What to work on: All entries should be printed precisely as written.

[Recorded data]
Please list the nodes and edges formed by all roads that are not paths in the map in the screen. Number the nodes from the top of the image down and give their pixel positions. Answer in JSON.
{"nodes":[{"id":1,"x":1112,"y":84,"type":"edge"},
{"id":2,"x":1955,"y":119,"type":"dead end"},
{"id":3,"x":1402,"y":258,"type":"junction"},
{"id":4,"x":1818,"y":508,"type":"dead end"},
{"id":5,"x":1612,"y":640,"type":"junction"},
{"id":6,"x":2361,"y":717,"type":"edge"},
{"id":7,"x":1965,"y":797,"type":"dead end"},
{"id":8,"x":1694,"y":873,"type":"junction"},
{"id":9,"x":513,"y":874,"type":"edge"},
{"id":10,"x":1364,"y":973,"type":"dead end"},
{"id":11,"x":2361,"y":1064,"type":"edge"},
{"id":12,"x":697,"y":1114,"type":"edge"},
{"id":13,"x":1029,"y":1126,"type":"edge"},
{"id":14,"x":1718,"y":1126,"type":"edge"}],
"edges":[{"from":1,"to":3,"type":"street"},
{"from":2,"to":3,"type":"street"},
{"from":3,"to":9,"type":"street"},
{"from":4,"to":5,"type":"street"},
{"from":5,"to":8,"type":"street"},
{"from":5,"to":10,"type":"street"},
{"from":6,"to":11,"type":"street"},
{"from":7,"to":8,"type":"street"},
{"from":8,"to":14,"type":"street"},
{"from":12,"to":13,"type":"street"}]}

Solution for this problem:
Please list the nodes and edges formed by all roads that are not paths in the map in the screen. Number the nodes from the top of the image down and give their pixel positions. Answer in JSON.
{"nodes":[{"id":1,"x":1112,"y":84,"type":"edge"},
{"id":2,"x":1955,"y":119,"type":"dead end"},
{"id":3,"x":1402,"y":258,"type":"junction"},
{"id":4,"x":1818,"y":508,"type":"dead end"},
{"id":5,"x":1612,"y":640,"type":"junction"},
{"id":6,"x":2361,"y":717,"type":"edge"},
{"id":7,"x":1965,"y":797,"type":"dead end"},
{"id":8,"x":1694,"y":873,"type":"junction"},
{"id":9,"x":513,"y":874,"type":"edge"},
{"id":10,"x":1364,"y":973,"type":"dead end"},
{"id":11,"x":2361,"y":1064,"type":"edge"},
{"id":12,"x":697,"y":1114,"type":"edge"},
{"id":13,"x":1029,"y":1126,"type":"edge"},
{"id":14,"x":1718,"y":1126,"type":"edge"}],
"edges":[{"from":1,"to":3,"type":"street"},
{"from":2,"to":3,"type":"street"},
{"from":3,"to":9,"type":"street"},
{"from":4,"to":5,"type":"street"},
{"from":5,"to":8,"type":"street"},
{"from":5,"to":10,"type":"street"},
{"from":6,"to":11,"type":"street"},
{"from":7,"to":8,"type":"street"},
{"from":8,"to":14,"type":"street"},
{"from":12,"to":13,"type":"street"}]}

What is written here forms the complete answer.